Implementing Tool Calling
def call_tool(tool_name, parameters):
"""Execute a tool and return results"""
tool_registry = {
'calculate': calculate,
'eval_math': calculate, # Aliases help
'web_search': web_search,
'search': web_search,
'get_current_time': get_current_time
}
if tool_name not in tool_registry:
return {"error": f"Unknown tool: {tool_name}"}
tool_func = tool_registry[tool_name]
try:
result = tool_func(**parameters)
return {"success": True, "result": result}
except Exception as e:
return {"success": False, "error": str(e)}
Handling Tool Errors
Tool execution fails. The model must reason past failures:
- Network errors: Retry with exponential backoff, then gracefully degrade
- Invalid parameters: Log the attempted call, return error to model, let model reformulate
- Tool unavailable: Skip to alternative approach or inform user
A common failure pattern is models that treat tool errors as final. "The search failed" should trigger "try alternative search terms" not "I cannot answer."
def execute_with_fallback(tool_name, parameters, max_retries=2):
for attempt in range(max_retries + 1):
result = call_tool(tool_name, parameters)
if result.get('success'):
return result
# Exponential backoff for transient errors
if attempt < max_retries:
wait_time = 2 ** attempt
time.sleep(wait_time)
return {"error": "max_retries_exceeded", "tool": tool_name}
Real-Time Data Integration
For applications requiring current data (prices, weather, schedules), tool integration is necessary:
def stock_price_inquiry(symbol):
return web_search(f"{symbol} stock price today")
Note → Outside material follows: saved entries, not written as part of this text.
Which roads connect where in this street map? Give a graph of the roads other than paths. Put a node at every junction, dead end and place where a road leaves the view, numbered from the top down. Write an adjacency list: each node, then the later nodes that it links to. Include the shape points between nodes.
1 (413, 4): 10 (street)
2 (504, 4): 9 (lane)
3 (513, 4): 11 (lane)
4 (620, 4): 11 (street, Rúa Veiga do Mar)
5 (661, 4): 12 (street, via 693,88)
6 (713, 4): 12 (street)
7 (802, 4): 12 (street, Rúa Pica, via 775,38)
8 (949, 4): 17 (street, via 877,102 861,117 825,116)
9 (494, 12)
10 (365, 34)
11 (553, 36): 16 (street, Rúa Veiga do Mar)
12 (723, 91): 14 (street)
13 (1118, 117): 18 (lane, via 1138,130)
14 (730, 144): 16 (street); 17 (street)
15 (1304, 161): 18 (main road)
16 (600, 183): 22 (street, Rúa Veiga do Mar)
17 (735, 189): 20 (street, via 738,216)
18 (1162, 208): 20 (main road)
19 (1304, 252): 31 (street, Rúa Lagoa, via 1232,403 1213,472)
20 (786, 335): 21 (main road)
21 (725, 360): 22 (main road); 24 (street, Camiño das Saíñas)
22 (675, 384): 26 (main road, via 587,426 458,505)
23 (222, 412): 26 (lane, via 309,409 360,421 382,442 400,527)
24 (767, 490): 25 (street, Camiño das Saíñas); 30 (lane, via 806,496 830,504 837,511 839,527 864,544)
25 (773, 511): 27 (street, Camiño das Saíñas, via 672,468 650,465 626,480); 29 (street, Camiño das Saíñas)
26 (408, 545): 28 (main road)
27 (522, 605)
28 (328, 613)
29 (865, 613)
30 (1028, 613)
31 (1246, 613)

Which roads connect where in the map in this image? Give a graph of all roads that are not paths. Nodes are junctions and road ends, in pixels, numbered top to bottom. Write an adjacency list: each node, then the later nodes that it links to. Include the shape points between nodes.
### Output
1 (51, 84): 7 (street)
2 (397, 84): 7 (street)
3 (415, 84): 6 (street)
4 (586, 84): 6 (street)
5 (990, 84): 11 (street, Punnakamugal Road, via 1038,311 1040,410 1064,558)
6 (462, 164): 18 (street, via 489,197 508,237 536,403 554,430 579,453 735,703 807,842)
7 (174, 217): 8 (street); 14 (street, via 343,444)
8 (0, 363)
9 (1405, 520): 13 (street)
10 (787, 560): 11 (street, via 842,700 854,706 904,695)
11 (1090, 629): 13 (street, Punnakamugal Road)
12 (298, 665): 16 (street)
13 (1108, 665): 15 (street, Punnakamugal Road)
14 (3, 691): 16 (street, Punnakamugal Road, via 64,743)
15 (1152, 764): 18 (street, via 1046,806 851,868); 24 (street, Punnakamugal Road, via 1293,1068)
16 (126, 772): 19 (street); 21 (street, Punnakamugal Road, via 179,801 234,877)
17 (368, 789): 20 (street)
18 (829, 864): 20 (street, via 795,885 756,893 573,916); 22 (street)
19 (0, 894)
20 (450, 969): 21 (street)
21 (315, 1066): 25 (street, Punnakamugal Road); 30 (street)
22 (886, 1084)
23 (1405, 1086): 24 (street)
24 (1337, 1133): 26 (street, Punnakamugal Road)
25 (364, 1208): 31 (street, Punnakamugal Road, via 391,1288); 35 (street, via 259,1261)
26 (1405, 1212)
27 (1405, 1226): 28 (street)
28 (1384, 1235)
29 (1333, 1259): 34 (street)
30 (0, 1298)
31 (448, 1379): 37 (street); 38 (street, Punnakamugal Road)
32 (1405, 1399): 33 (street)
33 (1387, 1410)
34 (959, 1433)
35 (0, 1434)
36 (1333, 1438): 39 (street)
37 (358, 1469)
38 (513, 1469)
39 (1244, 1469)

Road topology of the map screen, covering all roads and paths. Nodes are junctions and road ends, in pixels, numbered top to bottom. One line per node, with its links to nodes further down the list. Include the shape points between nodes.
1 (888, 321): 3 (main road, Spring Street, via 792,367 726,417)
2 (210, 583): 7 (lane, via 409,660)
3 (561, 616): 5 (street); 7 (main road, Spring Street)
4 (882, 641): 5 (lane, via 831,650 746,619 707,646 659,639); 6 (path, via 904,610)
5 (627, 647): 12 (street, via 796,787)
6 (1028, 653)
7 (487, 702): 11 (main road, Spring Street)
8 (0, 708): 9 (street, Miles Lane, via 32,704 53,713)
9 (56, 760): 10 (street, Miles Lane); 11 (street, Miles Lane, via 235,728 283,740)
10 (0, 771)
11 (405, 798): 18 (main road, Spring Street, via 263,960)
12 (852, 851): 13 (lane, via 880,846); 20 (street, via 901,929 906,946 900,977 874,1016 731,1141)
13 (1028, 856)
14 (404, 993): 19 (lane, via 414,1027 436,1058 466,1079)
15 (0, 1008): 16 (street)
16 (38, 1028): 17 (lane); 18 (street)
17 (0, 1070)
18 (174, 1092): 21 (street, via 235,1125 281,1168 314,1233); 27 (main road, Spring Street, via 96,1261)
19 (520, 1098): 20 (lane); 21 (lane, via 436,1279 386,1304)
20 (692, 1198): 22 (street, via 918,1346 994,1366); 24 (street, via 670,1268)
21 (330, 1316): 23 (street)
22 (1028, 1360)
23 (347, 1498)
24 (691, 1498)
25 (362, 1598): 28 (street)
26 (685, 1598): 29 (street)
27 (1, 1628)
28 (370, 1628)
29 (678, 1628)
def weather_inquiry(location):
return web_search(f"weather forecast {location}")
When combined with reasoning, the model can answer complex queries: "Should I buy TechCorp if the meeting is tomorrow and there's a storm forecast for their headquarters?"
Define three tools for your application domain. Write tool schemas with descriptions specific enough for a reasoning model to know when to use each. Test by prompting the model to decide which tool to use for 10 sample queries.